(Task input begins)
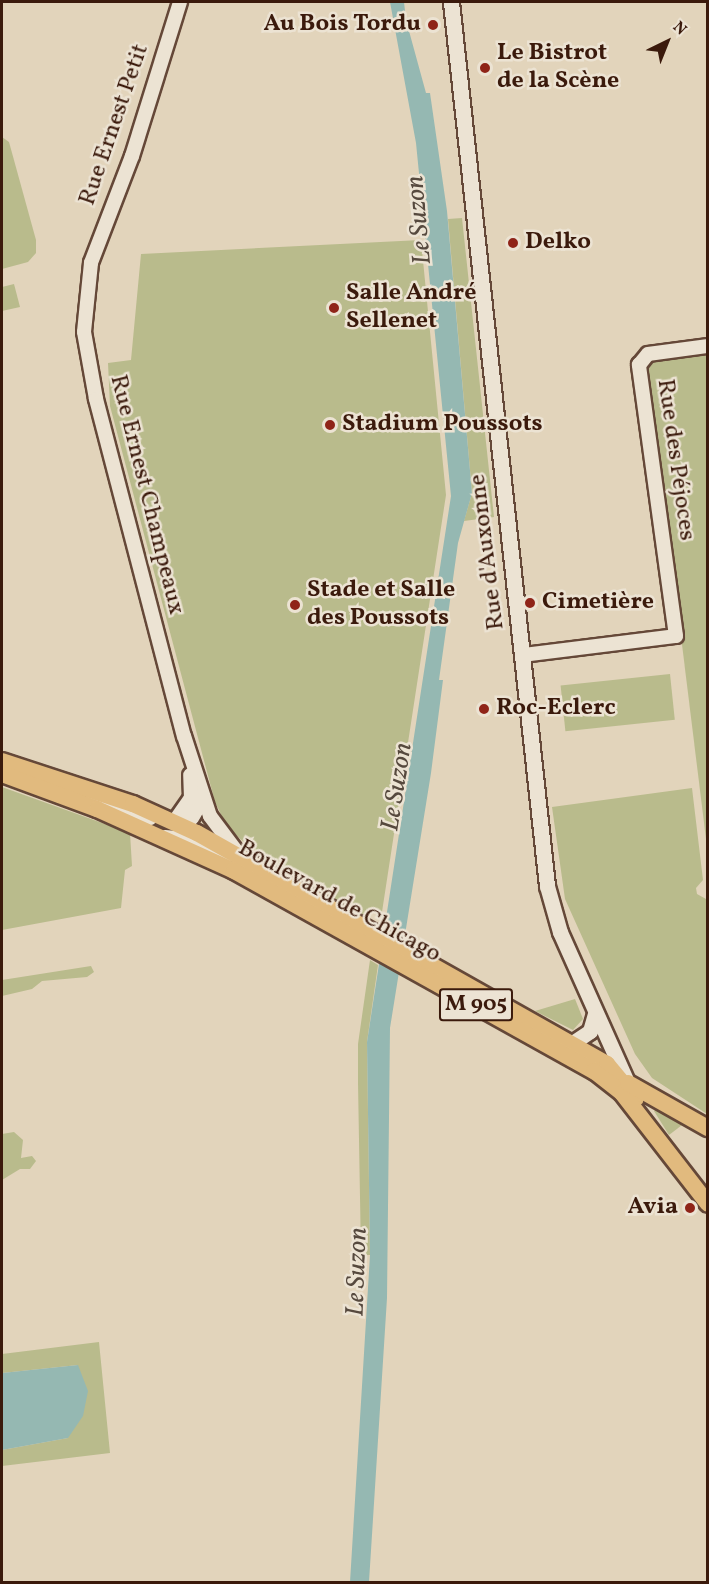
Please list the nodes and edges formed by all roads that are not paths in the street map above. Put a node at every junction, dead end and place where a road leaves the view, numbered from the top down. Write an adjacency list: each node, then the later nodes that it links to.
1 (180, 2): 3 (street, Rue Ernest Petit)
2 (450, 2): 5 (main road, Rue d'Auxonne)
3 (91, 263): 6 (street, Rue Ernest Champeaux)
4 (708, 346): 5 (street, Rue des Péjoces)
5 (523, 656): 16 (main road, Rue d'Auxonne)
6 (184, 736): 10 (street, Rue Ernest Champeaux); 11 (street, Rue Ernest Champeaux)
7 (2, 761): 11 (main road, Boulevard de Chicago)
8 (2, 774): 9 (main road, Boulevard de Chicago)
9 (60, 794): 11 (street); 12 (main road, Boulevard de Chicago)
10 (203, 799): 11 (street); 13 (street, Rue Ernest Champeaux)
11 (174, 822): 12 (main road); 13 (main road, Boulevard de Chicago)
12 (163, 837): 13 (street); 14 (main road, Boulevard de Chicago)
13 (246, 862): 14 (main road, Boulevard de Chicago)
14 (375, 942): 15 (main road, Boulevard de Chicago)
15 (405, 959): 17 (main road, Boulevard de Chicago); 18 (main road, Boulevard de Chicago / M 905)
16 (595, 1013): 17 (main road); 19 (main road, Rue d'Auxonne)
17 (571, 1044): 19 (main road, Boulevard de Chicago)
18 (549, 1046): 19 (main road); 21 (main road, Boulevard de Chicago / M 905)
19 (627, 1082): 20 (main road); 21 (main road)
20 (708, 1128)
21 (661, 1140): 22 (main road)
22 (708, 1204)

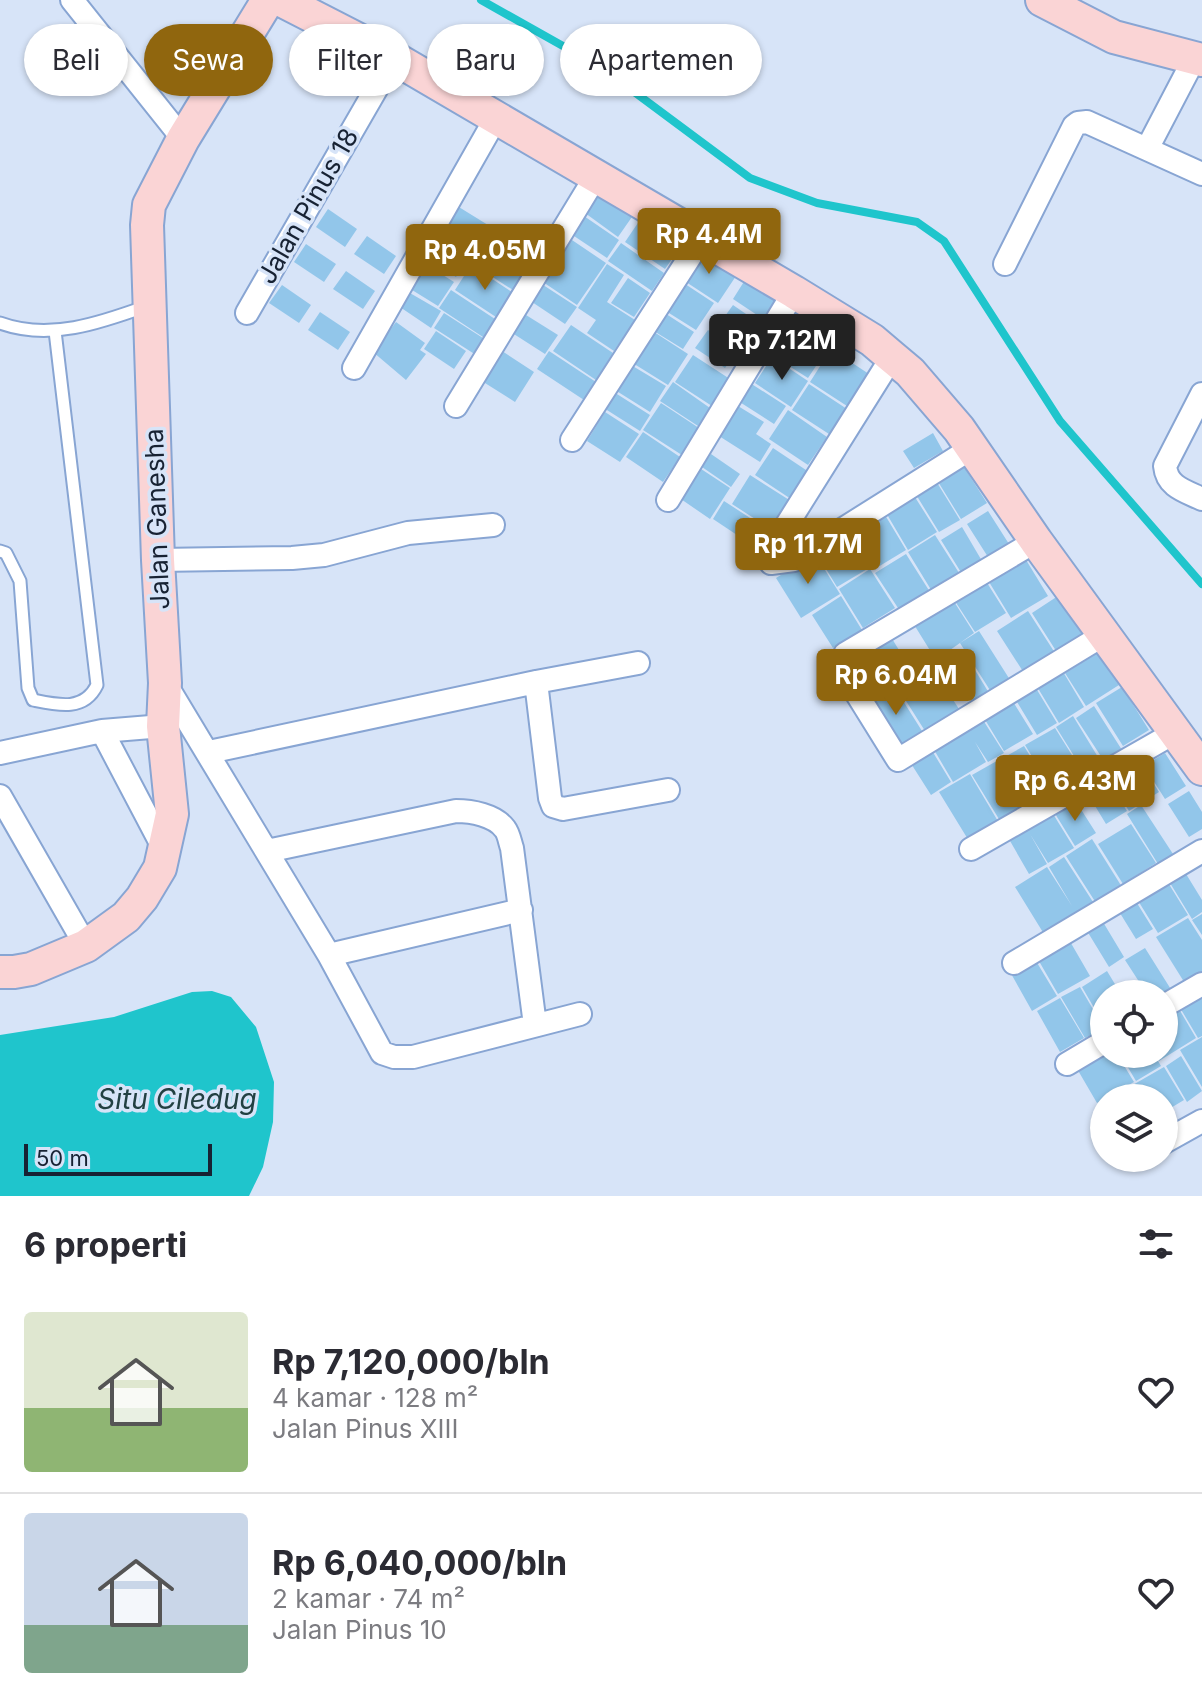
(Task input ends)
• **What you will do**:
Print the listing exactly, but skip its pictures.

• **Exercise solution**:
Please list the nodes and edges formed by all roads that are not paths in the street map above. Put a node at every junction, dead end and place where a road leaves the view, numbered from the top down. Write an adjacency list: each node, then the later nodes that it links to.
1 (180, 2): 3 (street, Rue Ernest Petit)
2 (450, 2): 5 (main road, Rue d'Auxonne)
3 (91, 263): 6 (street, Rue Ernest Champeaux)
4 (708, 346): 5 (street, Rue des Péjoces)
5 (523, 656): 16 (main road, Rue d'Auxonne)
6 (184, 736): 10 (street, Rue Ernest Champeaux); 11 (street, Rue Ernest Champeaux)
7 (2, 761): 11 (main road, Boulevard de Chicago)
8 (2, 774): 9 (main road, Boulevard de Chicago)
9 (60, 794): 11 (street); 12 (main road, Boulevard de Chicago)
10 (203, 799): 11 (street); 13 (street, Rue Ernest Champeaux)
11 (174, 822): 12 (main road); 13 (main road, Boulevard de Chicago)
12 (163, 837): 13 (street); 14 (main road, Boulevard de Chicago)
13 (246, 862): 14 (main road, Boulevard de Chicago)
14 (375, 942): 15 (main road, Boulevard de Chicago)
15 (405, 959): 17 (main road, Boulevard de Chicago); 18 (main road, Boulevard de Chicago / M 905)
16 (595, 1013): 17 (main road); 19 (main road, Rue d'Auxonne)
17 (571, 1044): 19 (main road, Boulevard de Chicago)
18 (549, 1046): 19 (main road); 21 (main road, Boulevard de Chicago / M 905)
19 (627, 1082): 20 (main road); 21 (main road)
20 (708, 1128)
21 (661, 1140): 22 (main road)
22 (708, 1204)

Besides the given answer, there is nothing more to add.